◆ **TRY IT**
Would you please restate all of the entries exactly, apart from the pictures?

------ DATA IN THIS EXERCISE ------

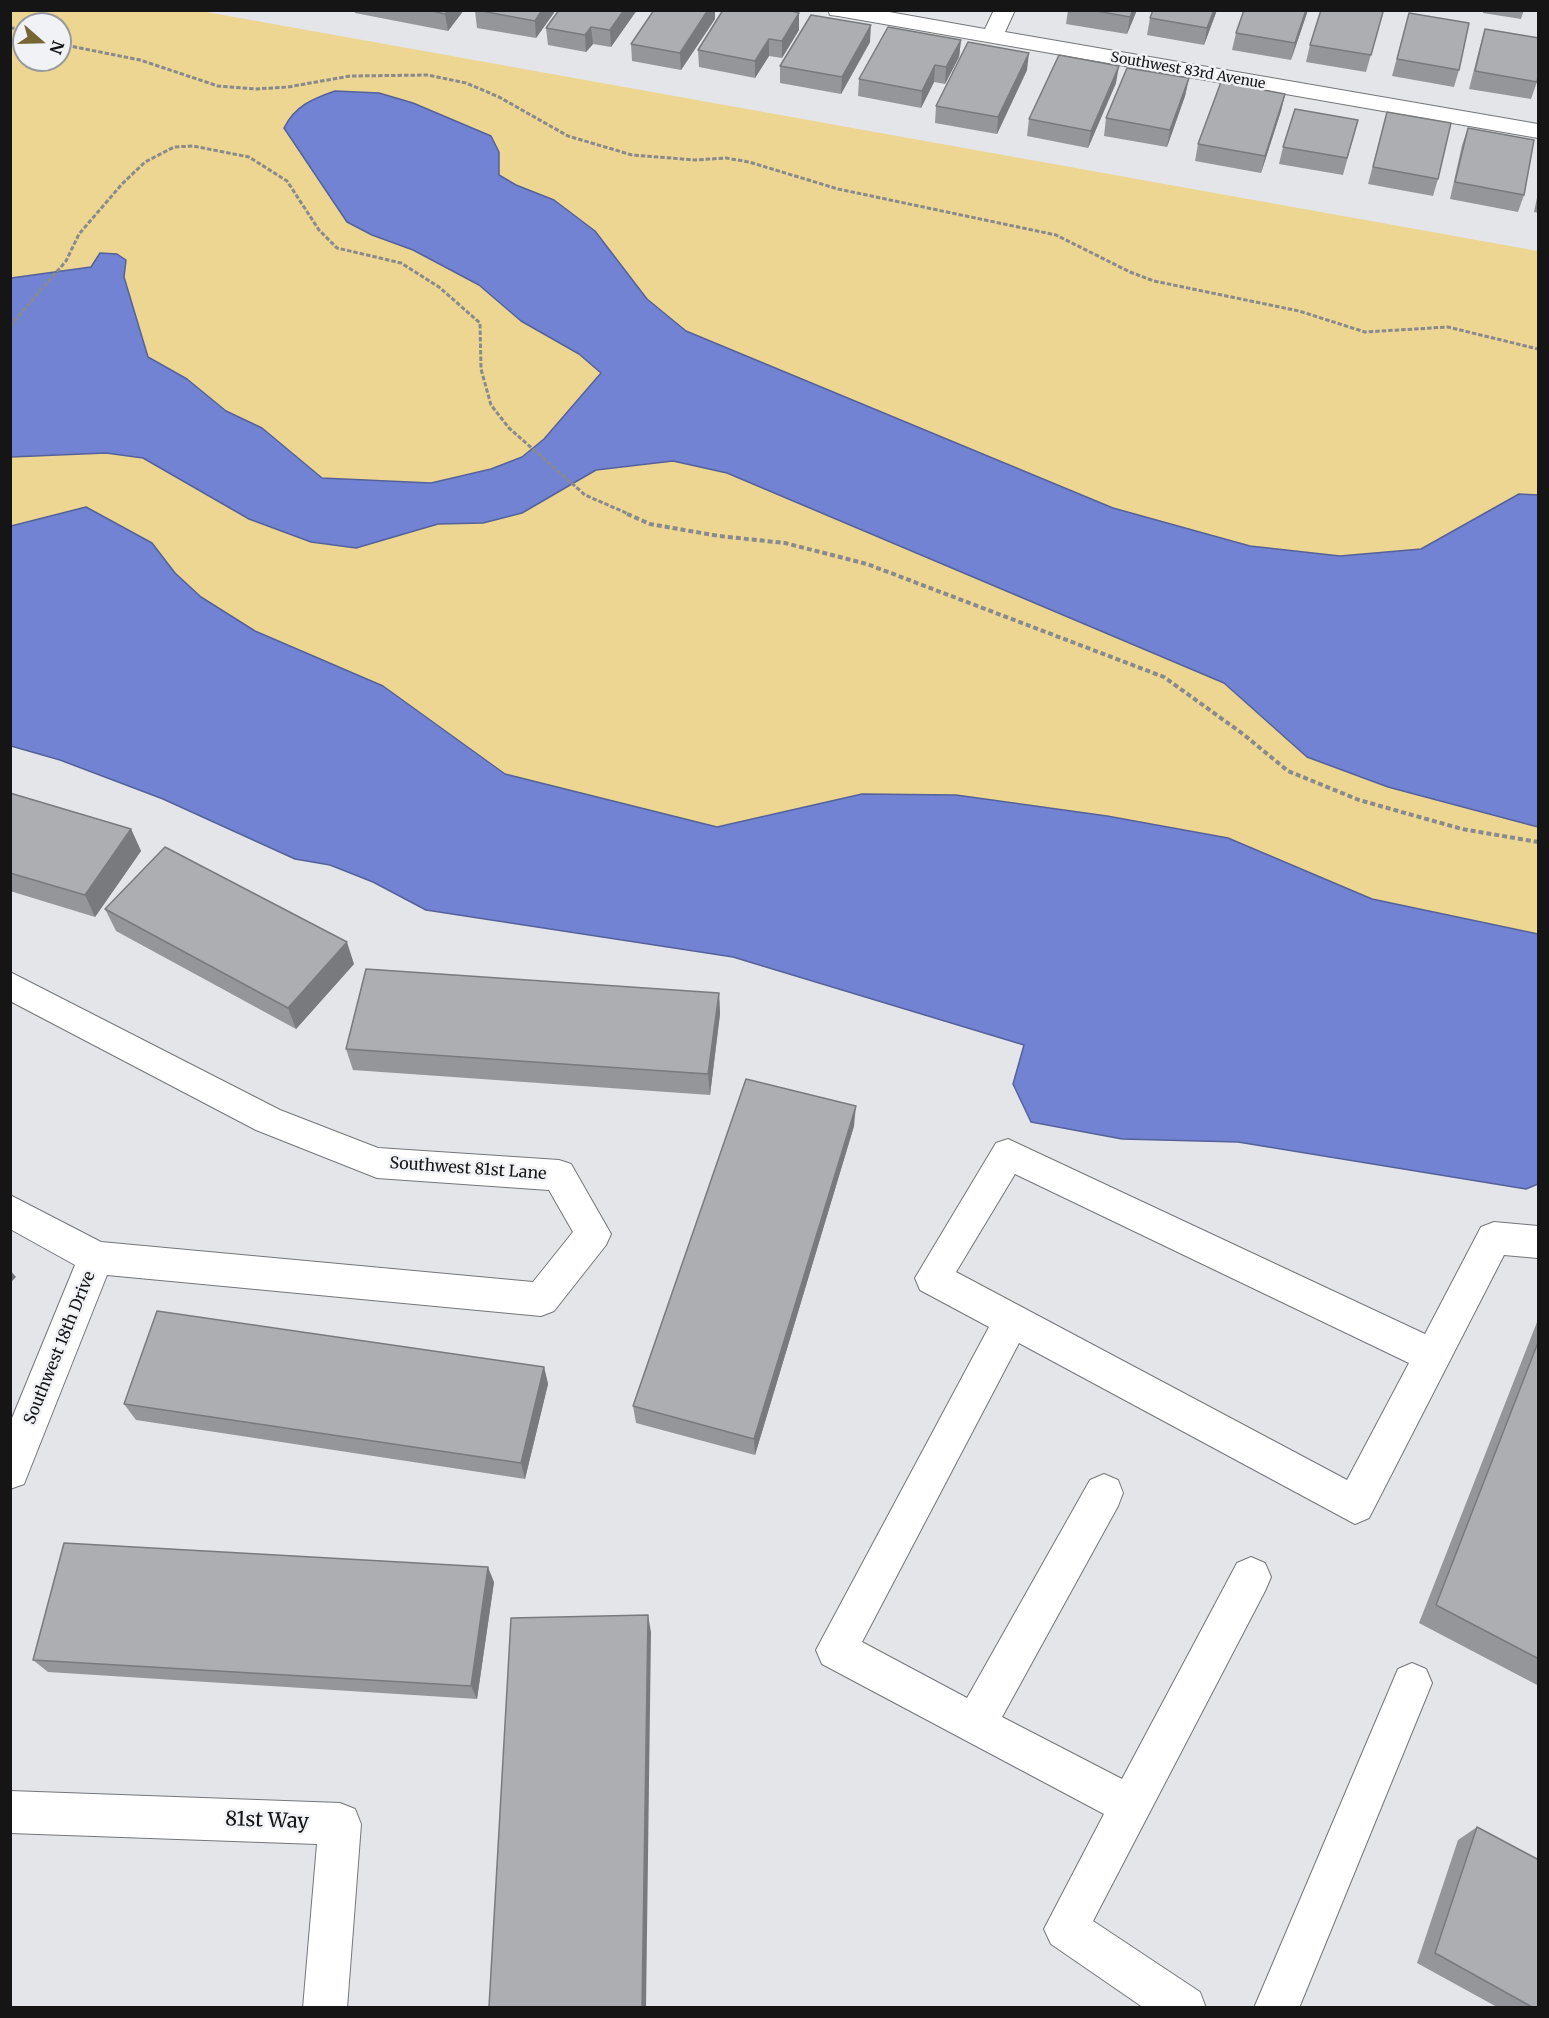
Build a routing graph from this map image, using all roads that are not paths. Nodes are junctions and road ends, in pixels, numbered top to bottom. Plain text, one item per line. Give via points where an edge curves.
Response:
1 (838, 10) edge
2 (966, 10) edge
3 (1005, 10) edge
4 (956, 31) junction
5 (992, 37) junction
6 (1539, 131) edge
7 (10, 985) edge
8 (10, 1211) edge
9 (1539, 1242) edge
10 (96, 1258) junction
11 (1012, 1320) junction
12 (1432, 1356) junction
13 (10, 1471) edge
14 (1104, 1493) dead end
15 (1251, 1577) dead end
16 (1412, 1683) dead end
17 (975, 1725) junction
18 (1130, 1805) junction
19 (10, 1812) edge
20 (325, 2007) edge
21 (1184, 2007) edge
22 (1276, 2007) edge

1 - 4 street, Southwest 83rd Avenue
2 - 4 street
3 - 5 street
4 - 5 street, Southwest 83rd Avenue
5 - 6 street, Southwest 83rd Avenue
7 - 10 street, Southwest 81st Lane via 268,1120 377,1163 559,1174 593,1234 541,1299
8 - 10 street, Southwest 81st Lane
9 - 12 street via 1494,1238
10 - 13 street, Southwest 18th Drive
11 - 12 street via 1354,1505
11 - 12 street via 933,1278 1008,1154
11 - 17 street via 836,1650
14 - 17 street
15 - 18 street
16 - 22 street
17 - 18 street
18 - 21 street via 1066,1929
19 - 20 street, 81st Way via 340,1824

------

◆ **REPLY**
Build a routing graph from this map image, using all roads that are not paths. Nodes are junctions and road ends, in pixels, numbered top to bottom. Plain text, one item per line. Give via points where an edge curves.
Response:
1 (838, 10) edge
2 (966, 10) edge
3 (1005, 10) edge
4 (956, 31) junction
5 (992, 37) junction
6 (1539, 131) edge
7 (10, 985) edge
8 (10, 1211) edge
9 (1539, 1242) edge
10 (96, 1258) junction
11 (1012, 1320) junction
12 (1432, 1356) junction
13 (10, 1471) edge
14 (1104, 1493) dead end
15 (1251, 1577) dead end
16 (1412, 1683) dead end
17 (975, 1725) junction
18 (1130, 1805) junction
19 (10, 1812) edge
20 (325, 2007) edge
21 (1184, 2007) edge
22 (1276, 2007) edge

1 - 4 street, Southwest 83rd Avenue
2 - 4 street
3 - 5 street
4 - 5 street, Southwest 83rd Avenue
5 - 6 street, Southwest 83rd Avenue
7 - 10 street, Southwest 81st Lane via 268,1120 377,1163 559,1174 593,1234 541,1299
8 - 10 street, Southwest 81st Lane
9 - 12 street via 1494,1238
10 - 13 street, Southwest 18th Drive
11 - 12 street via 1354,1505
11 - 12 street via 933,1278 1008,1154
11 - 17 street via 836,1650
14 - 17 street
15 - 18 street
16 - 22 street
17 - 18 street
18 - 21 street via 1066,1929
19 - 20 street, 81st Way via 340,1824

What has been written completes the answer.